§ Data for review
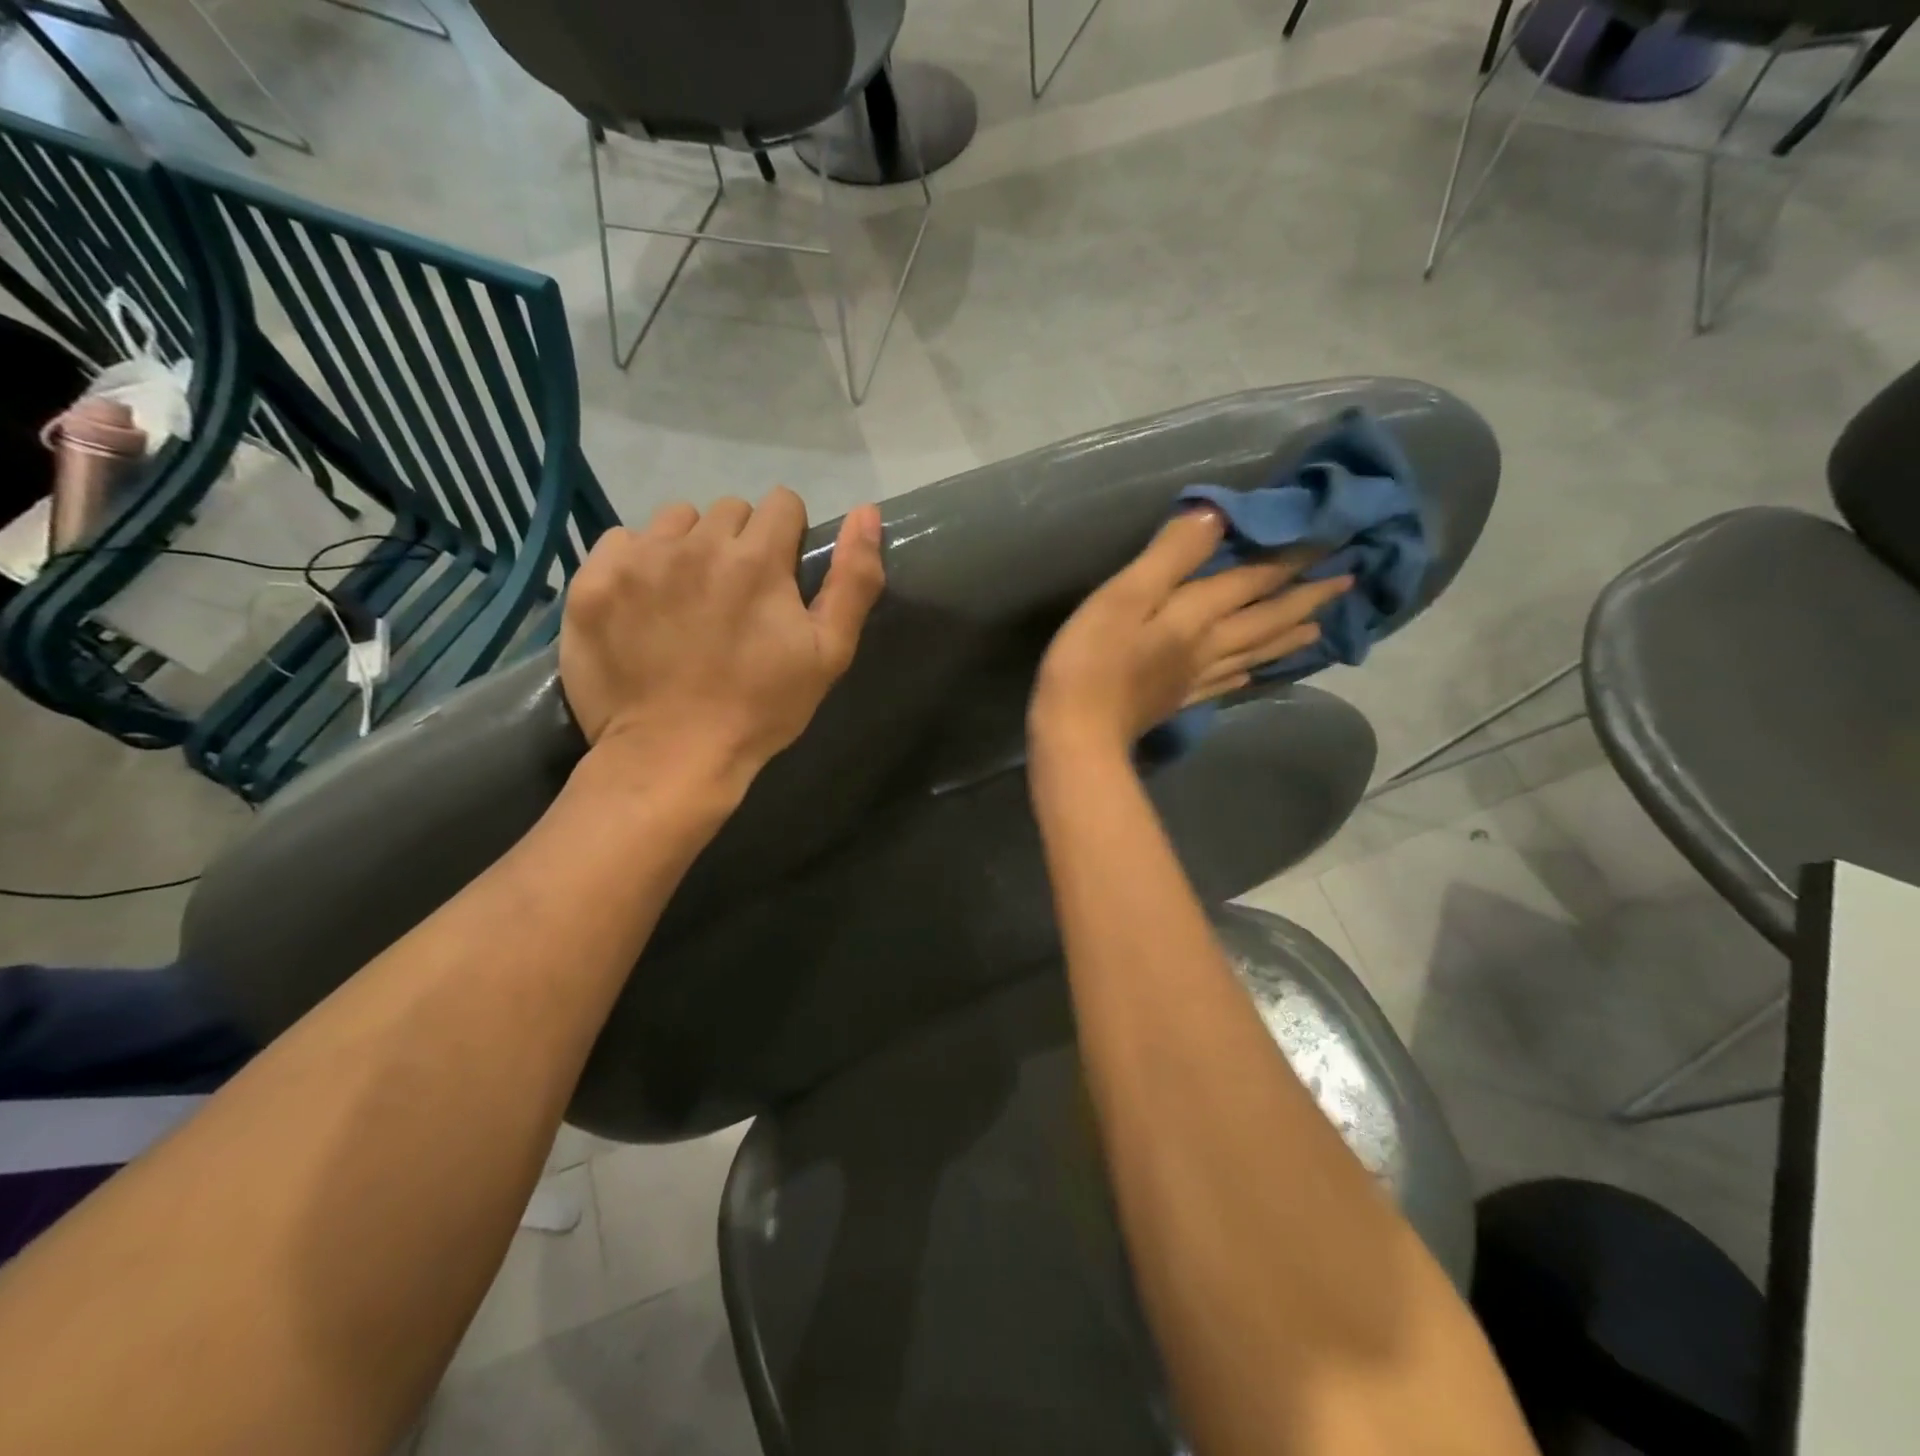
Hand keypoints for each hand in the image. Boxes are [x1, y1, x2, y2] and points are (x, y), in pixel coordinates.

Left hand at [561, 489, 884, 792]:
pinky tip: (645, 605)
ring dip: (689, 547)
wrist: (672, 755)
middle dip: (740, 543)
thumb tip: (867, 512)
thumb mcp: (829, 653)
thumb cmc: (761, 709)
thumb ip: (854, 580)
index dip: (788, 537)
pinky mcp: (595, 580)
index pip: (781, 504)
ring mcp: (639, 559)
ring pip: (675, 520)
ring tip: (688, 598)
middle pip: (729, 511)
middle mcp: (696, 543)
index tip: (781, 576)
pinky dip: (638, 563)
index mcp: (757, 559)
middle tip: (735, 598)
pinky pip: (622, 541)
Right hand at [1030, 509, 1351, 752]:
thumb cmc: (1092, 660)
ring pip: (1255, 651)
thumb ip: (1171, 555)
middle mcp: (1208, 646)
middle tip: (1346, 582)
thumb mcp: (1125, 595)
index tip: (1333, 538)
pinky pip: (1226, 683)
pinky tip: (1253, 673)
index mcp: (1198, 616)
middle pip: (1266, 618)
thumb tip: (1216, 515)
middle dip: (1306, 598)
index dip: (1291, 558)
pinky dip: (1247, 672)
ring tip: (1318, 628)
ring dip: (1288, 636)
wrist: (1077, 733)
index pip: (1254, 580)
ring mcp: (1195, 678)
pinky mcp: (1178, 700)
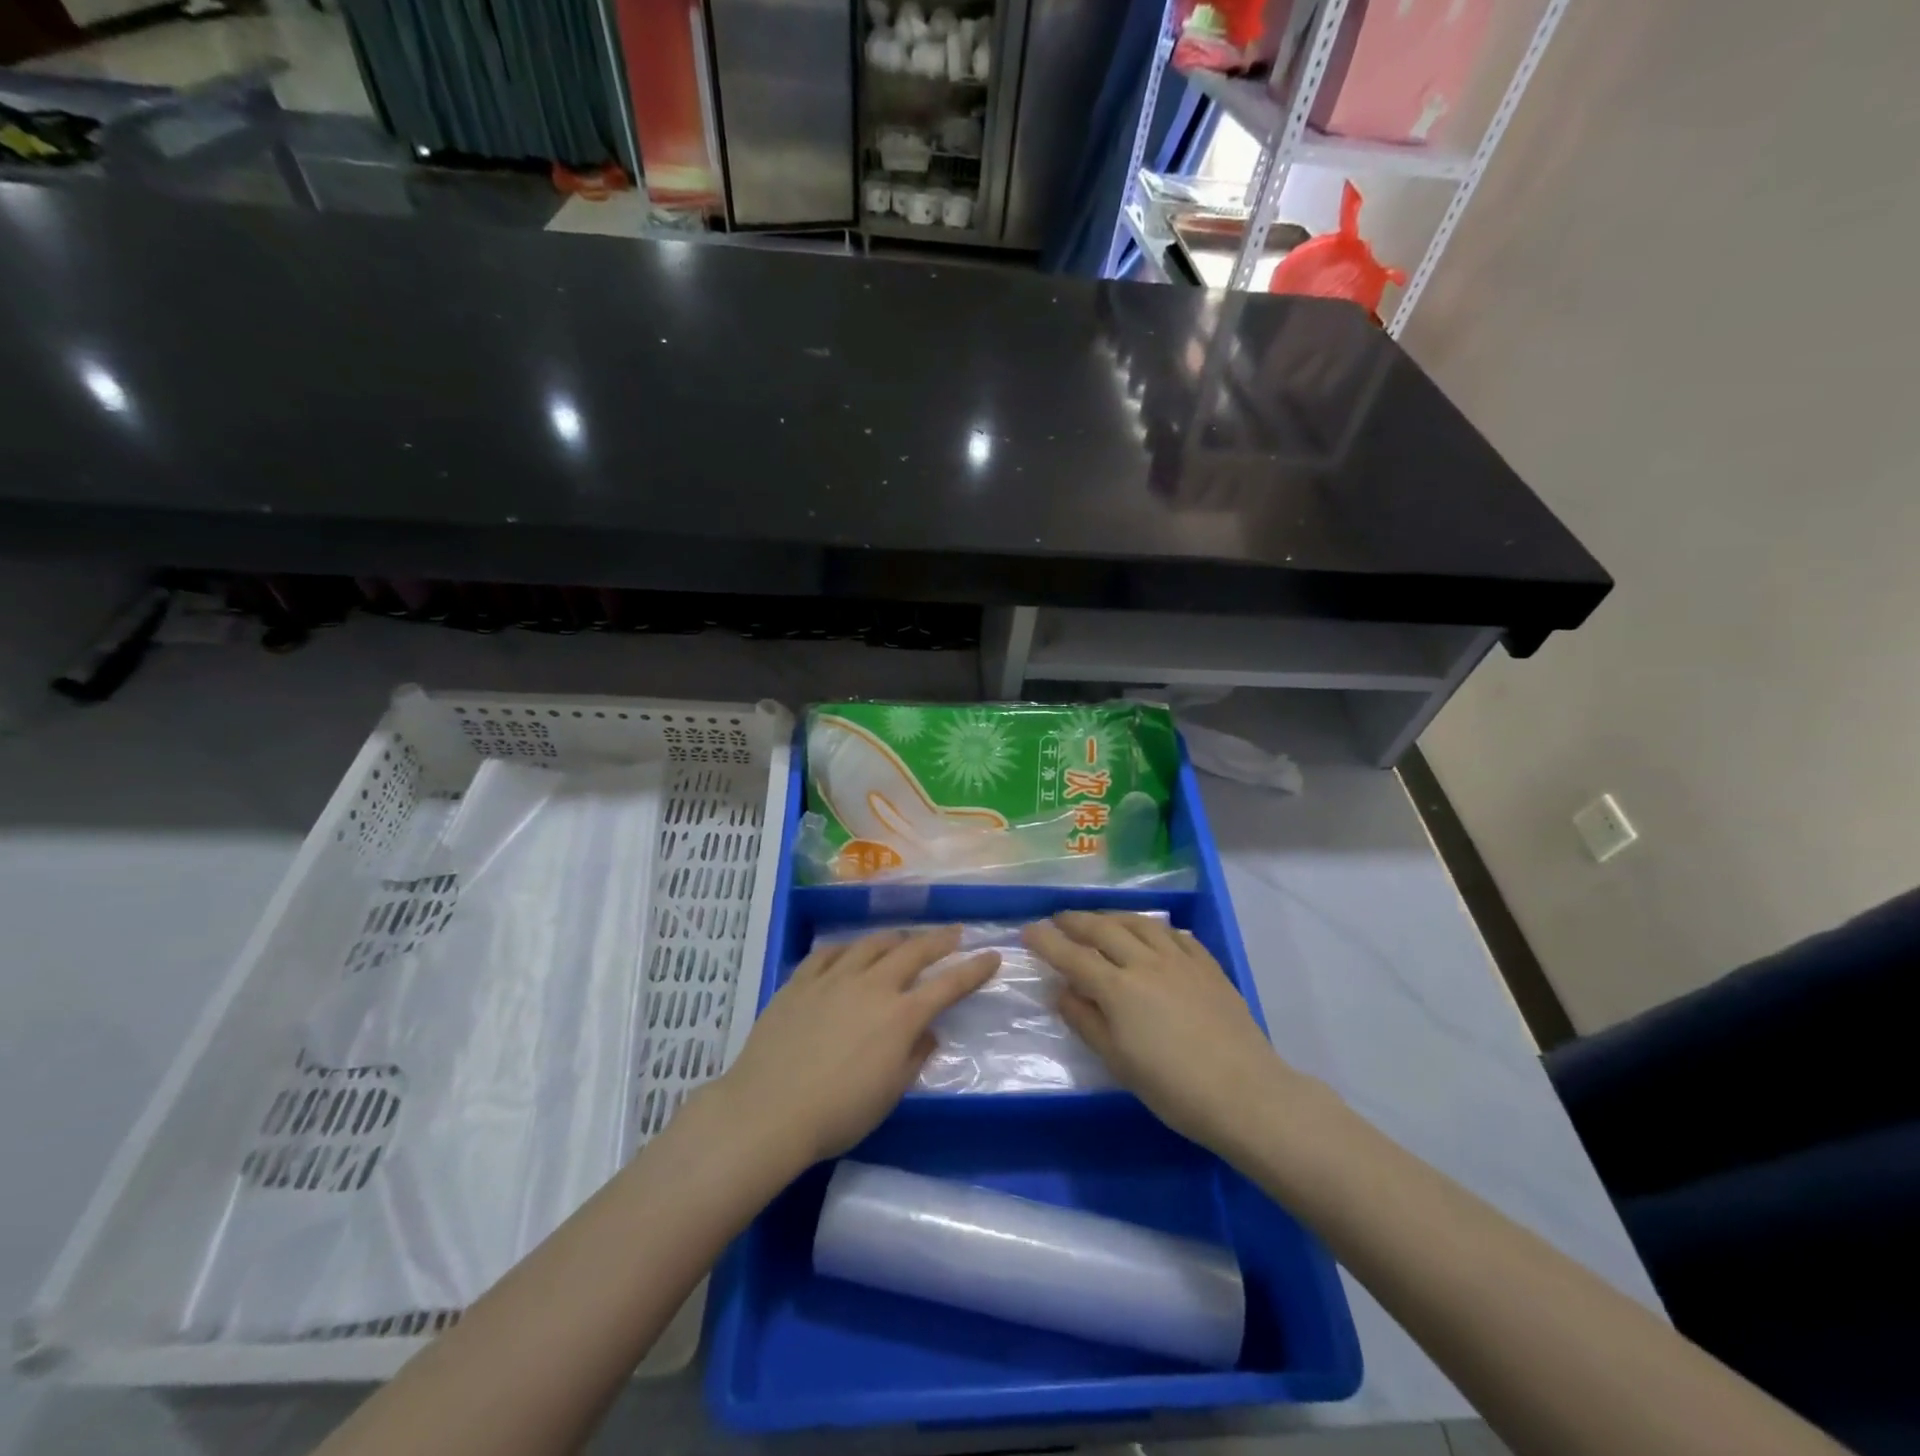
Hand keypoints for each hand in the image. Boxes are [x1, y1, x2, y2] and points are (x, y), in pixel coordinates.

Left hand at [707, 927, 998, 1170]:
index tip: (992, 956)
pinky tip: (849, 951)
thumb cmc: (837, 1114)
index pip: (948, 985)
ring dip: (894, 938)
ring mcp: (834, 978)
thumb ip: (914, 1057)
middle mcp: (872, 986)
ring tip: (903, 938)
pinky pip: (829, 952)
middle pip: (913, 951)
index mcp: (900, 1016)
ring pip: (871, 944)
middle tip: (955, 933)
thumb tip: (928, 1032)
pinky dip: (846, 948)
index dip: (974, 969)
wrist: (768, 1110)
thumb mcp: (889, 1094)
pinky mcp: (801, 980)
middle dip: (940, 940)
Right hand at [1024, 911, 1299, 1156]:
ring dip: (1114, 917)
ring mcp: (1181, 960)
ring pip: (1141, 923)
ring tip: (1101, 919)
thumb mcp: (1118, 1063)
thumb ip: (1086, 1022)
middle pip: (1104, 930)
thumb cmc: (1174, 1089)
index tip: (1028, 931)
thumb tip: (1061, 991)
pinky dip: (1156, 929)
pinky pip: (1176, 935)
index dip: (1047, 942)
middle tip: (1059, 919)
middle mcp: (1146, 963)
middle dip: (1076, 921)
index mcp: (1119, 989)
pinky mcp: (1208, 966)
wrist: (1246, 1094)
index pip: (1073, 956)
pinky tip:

§ To do
Copy only the part of the records that runs from the first line to the line with "index dip: (1047, 942)", ends included, leaving pictures out.

§ Your response
Hand keypoints for each hand in the image. Boxes are [x1, y1, x2, y2] and points are (x, y), in pixel coordinates.

Left hand at [561, 489, 884, 792]:
pinky tip: (645, 605)
ring dip: (689, 547)
wrist: (672, 755)
middle dip: (740, 543)
thumb tip: (867, 512)
thumb mcp: (829, 653)
thumb cmc: (761, 709)
thumb ip: (854, 580)
index dip: (788, 537)
pinky mcp: (595, 580)
index pip: (781, 504)
ring mcp: (639, 559)
ring pip: (675, 520)
ring tip: (688, 598)
middle pip: (729, 511)
middle mcp: (696, 543)
index tip: (781, 576)
pinky dip: (638, 563)
index mcp: (757, 559)
middle tip: (735, 598)
pinky pip: (622, 541)
Right hand at [1030, 509, 1351, 752]:
thumb cmc: (1092, 660)
ring pip: (1255, 651)
thumb ip: (1171, 555)
middle mcp: (1208, 646)
middle tip: (1346, 582)
thumb mcp: (1125, 595)
index tip: (1333, 538)
pinky pip: (1226, 683)
pinky tip: (1253, 673)
index mcp: (1198, 616)
middle pip: (1266, 618)
thumb tip: (1216, 515)
middle dip: (1306, 598)
index dip: (1291, 558)
pinky dip: (1247, 672)
ring tip: (1318, 628)
ring dip: (1288, 636)
wrist: (1077, 733)
index pip: (1254, 580)
ring mcp: (1195, 678)
pinky mcp: (1178, 700)
Hand keypoints for each hand in the image. Boxes are [x1, y1, x2, y2] and points are (x, y), in pixel coordinates.

Left hand at [707, 927, 998, 1170]:
index tip: (992, 956)
pinky tip: (849, 951)
thumb cmc: (837, 1114)
index pip: (948, 985)
ring dip: (894, 938)
ring mcp: (834, 978)
thumb ip: (914, 1057)
middle mcp: (872, 986)
ring tip: (903, 938)
pinky pip: (829, 952)
middle pip: (913, 951)
index mcp: (900, 1016)
ring pip: (871, 944)
middle tip: (955, 933)
thumb tip: (928, 1032)
pinky dip: (846, 948)
index dip: (974, 969)
wrist: (768, 1110)
thumb mcp: (889, 1094)
pinky mcp: (801, 980)
middle dip: (940, 940)
Right hand at [1024, 911, 1299, 1156]:
ring dip: (1114, 917)
ring mcp: (1181, 960)
ring pip: (1141, 923)
ring tip: (1101, 919)
thumb mcp: (1118, 1063)
thumb ip: (1086, 1022)
middle pip: (1104, 930)
thumb cmc: (1174, 1089)
index tip: (1028, 931)
thumb tip: (1061, 991)
pinky dip: (1156, 929)
pinky pip: (1176, 935)
index dip: (1047, 942)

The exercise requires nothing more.